Un nuovo Strauss alla Scala
Il massimo teatro milanese accoglie per la prima volta Die ägyptische Helena, in un garbato nuovo allestimento con regìa di Bechtolf e con la concertazione di un Welser-Möst al proprio meglio. Solida la coppia protagonistica, formata da Merbeth e Schager, cui si affiancano Mei e Hampson.
MILANO, 17 novembre 2019 – Un libretto amabilmente sconclusionato di Hugo von Hofmannsthal, dove il mito omerico e il teatro euripideo sono ulteriormente contaminati con il fantastico di una maga, quattro elfi e un’oracolare conchiglia onnisciente. Una musica che su quella drammaturgia senza bussola – un ritratto della psiche all’indomani della prima guerra mondiale? – vorrebbe giocare di pari ironia, conversando come in Ariadne auf Naxos, e finisce invece col tendere al bombastic. Si parla della Ägyptische Helena: ossia del lavoro di un Richard Strauss a due terzi della propria carriera operistica, battezzato prima a Dresda nel 1928 e poi (revisionato) a Salisburgo nel 1933; ossia di un’opera che, dal secondo dopoguerra a oggi, ha battuto perlopiù l’area mitteleuropea, come chicca per intenditori e collezionisti dell’ascolto; ossia di un titolo che in Italia ha fatto capolino soltanto nel 2001, nell’àmbito della raffinata programmazione del Teatro Lirico di Cagliari, quando si fece addirittura ricorso alla versione di Dresda (rarità nella rarità).
Negli ultimi anni il Teatro alla Scala ha mostrato una speciale attenzione al catalogo straussiano, alla riabilitazione di titoli scivolati fuori da una regolare fruizione nel contesto internazionale nonché alla rappresentazione, urgente appunto poiché intempestiva, di opere mai comparse sulla scena milanese. All’intersezione dei tre indirizzi corrisponde il recente nuovo allestimento della Ägyptische Helena, con le sue sette recite dal 6 al 23 novembre e un pubblico di certo più motivato che numeroso. Regìa di Sven-Eric Bechtolf, scene di Julian Crouch e costumi di Mark Bouman: con i garbati modi drammaturgici di questi tre principali artefici, si finge che l’azione esca in piena concretezza da una grossa radio degli anni Trenta, come una fiaba che non voglia accontentarsi d’essere soltanto letta. Tanto basta perché il pubblico sia persuaso a stare al gioco di un’opera teatralmente bislacca, e perché il discorso musicale proceda nel contempo rispettato, raggiante, ammirato, integro, pronto a entrare nella conoscenza di una nuova platea e più nazionale che cittadina.
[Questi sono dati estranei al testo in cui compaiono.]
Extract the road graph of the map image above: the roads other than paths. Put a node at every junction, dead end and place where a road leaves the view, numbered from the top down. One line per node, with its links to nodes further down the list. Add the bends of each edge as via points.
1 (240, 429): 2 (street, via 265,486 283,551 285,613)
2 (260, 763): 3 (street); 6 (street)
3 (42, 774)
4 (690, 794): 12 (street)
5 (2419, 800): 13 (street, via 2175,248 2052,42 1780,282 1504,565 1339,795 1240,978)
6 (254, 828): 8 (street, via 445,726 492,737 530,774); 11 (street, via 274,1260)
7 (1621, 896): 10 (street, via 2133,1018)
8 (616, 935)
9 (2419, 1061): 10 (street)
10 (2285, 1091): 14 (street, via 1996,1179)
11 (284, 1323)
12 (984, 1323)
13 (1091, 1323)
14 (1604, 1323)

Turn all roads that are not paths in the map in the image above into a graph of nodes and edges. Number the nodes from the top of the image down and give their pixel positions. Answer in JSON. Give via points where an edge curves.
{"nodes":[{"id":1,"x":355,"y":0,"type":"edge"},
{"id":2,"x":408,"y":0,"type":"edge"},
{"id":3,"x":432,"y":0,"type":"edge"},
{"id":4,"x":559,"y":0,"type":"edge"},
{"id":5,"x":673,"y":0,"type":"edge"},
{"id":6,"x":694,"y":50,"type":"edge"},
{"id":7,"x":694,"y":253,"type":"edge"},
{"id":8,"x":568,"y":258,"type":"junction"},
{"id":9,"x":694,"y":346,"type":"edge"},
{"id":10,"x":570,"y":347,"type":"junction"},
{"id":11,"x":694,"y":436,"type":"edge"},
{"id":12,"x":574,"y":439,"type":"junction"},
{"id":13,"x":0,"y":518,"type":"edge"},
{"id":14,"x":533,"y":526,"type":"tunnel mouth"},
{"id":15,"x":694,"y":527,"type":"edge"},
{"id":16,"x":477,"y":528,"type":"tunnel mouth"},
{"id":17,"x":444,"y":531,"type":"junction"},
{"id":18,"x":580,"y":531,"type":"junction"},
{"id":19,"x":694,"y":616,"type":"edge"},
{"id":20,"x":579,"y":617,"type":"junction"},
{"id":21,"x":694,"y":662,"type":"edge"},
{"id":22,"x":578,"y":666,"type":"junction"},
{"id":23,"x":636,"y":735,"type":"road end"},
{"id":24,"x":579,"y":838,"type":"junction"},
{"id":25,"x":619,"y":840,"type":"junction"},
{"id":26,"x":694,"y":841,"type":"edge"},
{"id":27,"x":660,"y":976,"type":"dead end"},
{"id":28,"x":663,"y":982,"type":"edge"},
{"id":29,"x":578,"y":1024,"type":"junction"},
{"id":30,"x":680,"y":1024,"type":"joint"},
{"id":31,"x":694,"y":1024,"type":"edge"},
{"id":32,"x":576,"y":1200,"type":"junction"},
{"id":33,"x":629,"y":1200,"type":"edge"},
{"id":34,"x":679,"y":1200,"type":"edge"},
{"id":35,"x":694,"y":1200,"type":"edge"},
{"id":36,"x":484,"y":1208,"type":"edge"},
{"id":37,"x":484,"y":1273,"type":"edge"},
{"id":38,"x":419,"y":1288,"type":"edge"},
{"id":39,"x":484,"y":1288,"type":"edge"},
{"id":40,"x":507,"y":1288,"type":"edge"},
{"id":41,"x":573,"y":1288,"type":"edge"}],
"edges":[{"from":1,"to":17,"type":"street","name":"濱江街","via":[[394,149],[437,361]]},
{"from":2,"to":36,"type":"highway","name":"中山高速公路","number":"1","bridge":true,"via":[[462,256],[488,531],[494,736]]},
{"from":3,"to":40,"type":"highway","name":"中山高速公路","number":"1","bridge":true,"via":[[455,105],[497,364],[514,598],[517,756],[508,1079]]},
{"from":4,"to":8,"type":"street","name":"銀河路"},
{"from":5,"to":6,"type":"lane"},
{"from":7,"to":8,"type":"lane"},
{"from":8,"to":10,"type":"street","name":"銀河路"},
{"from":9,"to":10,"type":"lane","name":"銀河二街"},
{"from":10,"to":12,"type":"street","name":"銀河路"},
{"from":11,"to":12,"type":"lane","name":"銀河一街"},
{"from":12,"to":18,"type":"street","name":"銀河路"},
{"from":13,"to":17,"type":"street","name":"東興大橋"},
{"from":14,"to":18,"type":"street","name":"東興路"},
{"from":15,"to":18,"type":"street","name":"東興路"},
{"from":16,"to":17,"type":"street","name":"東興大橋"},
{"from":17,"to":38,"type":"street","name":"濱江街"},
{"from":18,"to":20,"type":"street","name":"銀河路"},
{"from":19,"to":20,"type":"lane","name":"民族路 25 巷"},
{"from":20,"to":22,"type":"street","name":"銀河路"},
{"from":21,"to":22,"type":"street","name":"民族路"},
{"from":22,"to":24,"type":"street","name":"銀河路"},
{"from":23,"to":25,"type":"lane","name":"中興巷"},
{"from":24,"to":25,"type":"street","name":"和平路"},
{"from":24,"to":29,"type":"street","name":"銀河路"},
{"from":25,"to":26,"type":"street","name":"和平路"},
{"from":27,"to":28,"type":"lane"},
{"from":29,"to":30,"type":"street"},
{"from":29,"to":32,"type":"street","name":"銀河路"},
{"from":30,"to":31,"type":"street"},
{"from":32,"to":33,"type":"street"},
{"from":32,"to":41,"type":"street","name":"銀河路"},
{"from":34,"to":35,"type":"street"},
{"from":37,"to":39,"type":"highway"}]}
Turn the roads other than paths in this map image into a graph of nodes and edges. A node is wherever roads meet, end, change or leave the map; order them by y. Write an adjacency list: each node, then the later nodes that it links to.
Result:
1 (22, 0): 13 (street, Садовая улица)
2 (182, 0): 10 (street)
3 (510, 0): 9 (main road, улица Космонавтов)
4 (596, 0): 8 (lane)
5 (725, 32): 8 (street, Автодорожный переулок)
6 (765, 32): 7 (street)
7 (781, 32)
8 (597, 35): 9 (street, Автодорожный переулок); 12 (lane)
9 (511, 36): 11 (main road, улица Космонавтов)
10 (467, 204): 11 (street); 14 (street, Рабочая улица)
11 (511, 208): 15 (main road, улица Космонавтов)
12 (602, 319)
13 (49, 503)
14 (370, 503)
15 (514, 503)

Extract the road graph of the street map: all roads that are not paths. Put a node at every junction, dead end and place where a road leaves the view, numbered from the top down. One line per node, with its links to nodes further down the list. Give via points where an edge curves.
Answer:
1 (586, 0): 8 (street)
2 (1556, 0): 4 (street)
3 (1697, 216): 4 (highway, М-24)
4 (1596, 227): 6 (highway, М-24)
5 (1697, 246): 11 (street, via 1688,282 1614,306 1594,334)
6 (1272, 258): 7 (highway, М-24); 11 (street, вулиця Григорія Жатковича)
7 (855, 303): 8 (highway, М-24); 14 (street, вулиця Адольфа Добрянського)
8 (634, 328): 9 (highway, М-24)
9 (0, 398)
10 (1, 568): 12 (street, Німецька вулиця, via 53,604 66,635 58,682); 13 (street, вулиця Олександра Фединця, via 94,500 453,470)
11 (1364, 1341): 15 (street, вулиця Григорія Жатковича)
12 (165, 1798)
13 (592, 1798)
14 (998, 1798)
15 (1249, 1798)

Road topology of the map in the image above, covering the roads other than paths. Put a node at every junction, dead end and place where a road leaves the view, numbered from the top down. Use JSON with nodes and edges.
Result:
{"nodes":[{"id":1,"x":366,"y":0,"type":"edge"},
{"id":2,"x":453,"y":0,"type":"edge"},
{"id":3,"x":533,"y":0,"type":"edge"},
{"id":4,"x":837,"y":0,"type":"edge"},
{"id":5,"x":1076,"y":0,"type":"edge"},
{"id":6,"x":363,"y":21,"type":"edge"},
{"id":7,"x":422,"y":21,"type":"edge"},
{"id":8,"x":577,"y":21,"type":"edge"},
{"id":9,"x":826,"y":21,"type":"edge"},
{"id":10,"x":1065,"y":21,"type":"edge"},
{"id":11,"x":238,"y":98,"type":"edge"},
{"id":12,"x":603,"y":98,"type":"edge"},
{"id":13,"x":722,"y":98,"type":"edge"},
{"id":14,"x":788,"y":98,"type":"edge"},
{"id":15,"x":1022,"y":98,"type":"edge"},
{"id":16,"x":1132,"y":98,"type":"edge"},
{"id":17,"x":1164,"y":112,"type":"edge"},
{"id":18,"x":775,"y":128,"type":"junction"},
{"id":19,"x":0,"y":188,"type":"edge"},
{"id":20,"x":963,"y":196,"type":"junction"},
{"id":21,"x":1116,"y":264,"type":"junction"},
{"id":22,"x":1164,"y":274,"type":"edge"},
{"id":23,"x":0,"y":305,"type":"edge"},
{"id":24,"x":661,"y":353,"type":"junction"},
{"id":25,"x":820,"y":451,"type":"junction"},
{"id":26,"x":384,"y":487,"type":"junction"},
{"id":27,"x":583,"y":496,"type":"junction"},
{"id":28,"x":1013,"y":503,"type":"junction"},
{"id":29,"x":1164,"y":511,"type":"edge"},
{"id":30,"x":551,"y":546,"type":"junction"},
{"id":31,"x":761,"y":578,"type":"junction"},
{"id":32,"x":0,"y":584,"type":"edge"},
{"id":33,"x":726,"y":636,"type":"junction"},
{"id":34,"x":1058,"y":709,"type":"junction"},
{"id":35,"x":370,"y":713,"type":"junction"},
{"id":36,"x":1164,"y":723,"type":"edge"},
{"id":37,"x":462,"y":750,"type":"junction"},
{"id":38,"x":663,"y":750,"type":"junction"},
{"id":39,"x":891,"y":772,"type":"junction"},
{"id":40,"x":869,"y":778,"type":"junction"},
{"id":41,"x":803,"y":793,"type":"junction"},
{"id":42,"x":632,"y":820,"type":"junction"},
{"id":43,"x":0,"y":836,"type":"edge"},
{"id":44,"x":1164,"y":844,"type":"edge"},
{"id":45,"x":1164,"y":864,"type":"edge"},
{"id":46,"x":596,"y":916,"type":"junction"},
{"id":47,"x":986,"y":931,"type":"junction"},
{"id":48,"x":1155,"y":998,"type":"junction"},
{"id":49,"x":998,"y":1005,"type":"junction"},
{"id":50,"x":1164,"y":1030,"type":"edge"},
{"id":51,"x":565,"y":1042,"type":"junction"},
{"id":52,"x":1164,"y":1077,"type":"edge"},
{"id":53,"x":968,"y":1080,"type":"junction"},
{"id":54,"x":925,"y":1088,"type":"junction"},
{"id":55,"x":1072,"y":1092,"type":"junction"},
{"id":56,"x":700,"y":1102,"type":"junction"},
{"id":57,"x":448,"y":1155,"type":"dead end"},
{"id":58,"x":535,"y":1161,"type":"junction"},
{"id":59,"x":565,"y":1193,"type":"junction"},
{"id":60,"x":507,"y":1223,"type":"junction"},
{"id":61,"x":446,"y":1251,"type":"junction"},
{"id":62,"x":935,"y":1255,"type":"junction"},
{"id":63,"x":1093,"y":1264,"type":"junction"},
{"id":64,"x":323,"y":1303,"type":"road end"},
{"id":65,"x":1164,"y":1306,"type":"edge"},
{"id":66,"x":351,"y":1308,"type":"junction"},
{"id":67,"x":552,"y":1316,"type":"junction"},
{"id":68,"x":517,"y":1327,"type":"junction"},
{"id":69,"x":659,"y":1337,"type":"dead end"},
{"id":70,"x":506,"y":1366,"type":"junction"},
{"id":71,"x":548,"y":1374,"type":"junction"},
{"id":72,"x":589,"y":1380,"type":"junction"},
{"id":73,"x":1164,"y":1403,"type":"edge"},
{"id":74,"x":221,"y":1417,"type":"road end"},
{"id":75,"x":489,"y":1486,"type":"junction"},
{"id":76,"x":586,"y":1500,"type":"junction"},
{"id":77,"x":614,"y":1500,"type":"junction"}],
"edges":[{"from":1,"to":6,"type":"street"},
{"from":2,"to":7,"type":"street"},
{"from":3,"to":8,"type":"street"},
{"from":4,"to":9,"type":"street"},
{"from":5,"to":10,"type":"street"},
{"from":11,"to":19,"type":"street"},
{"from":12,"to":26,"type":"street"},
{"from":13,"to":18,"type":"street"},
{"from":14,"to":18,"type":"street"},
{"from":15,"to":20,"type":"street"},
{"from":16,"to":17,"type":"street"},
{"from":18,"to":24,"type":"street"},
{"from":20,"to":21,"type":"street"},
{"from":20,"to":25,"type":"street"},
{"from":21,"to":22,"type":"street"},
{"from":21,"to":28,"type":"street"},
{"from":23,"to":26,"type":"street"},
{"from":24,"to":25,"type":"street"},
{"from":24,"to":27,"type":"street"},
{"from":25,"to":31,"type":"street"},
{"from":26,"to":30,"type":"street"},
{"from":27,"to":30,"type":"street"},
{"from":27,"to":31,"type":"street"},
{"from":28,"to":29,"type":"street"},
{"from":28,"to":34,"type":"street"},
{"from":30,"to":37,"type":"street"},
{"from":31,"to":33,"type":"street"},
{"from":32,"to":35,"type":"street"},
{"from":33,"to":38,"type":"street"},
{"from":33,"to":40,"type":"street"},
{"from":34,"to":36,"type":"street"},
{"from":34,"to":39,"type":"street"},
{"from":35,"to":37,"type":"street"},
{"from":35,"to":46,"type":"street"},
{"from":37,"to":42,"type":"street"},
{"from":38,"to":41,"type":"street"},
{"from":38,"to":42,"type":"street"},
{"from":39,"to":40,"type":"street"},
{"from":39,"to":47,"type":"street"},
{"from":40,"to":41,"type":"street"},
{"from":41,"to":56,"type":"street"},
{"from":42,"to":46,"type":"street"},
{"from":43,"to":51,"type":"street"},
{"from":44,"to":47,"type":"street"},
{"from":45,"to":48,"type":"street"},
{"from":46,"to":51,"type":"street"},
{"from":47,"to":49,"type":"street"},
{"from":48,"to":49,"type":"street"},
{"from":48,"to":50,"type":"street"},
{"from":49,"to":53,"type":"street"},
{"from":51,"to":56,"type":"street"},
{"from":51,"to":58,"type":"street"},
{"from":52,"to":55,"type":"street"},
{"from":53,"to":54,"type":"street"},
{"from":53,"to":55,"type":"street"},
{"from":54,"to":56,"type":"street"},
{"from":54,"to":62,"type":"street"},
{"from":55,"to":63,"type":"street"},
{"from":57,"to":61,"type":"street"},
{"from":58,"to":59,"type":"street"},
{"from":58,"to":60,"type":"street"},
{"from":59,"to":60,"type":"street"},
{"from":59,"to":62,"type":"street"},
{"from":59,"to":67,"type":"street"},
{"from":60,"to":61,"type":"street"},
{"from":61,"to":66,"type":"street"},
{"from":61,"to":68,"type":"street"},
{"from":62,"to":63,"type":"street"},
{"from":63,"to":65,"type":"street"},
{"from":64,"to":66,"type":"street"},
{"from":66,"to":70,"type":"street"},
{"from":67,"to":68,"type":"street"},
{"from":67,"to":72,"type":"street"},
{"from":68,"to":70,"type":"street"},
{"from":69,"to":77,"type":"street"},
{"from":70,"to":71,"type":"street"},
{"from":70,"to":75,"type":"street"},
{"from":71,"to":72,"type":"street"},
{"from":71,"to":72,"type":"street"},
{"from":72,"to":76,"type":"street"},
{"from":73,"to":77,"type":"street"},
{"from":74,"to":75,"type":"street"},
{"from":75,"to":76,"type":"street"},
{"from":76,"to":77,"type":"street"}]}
Si ascolta uno tra i massimi conseguimenti direttoriali di Franz Welser-Möst, che conduce l’orchestra scaligera a una sorprendente trasfigurazione tecnica: la collezione di timbri, colori, gorghi e scoppi illustra di quale salute goda oggi la compagine, italiana nel cordiale equilibrio fra sezioni ma rombante quanto richiede il repertorio germanico. Solida la coppia dei protagonisti: a un capo v’è la Helena di Ricarda Merbeth, poco incline alla sfumatura tenera, amorosa o seducente, ma smaltata e poderosa nel cavalcare le alluvioni sinfoniche in uscita dal golfo mistico; all’altro capo v’è il Menelas di Andreas Schager, sfiancante parte di Heldentenor affrontata con pragmatismo, schietta simpatia, divertimento. Un canto sfilacciato e affiochito, poco congruo alla gigantesca sala, ma anche un’inossidata classe retorica si trovano negli interpreti che subito seguono in grado: Eva Mei come Aithra e Thomas Hampson come Altair. Impeccabili i caratteristi: Attilio Glaser come Da-ud, Tajda Jovanovič e Valeria Girardello come Serve, Claudia Huckle come Conchiglia.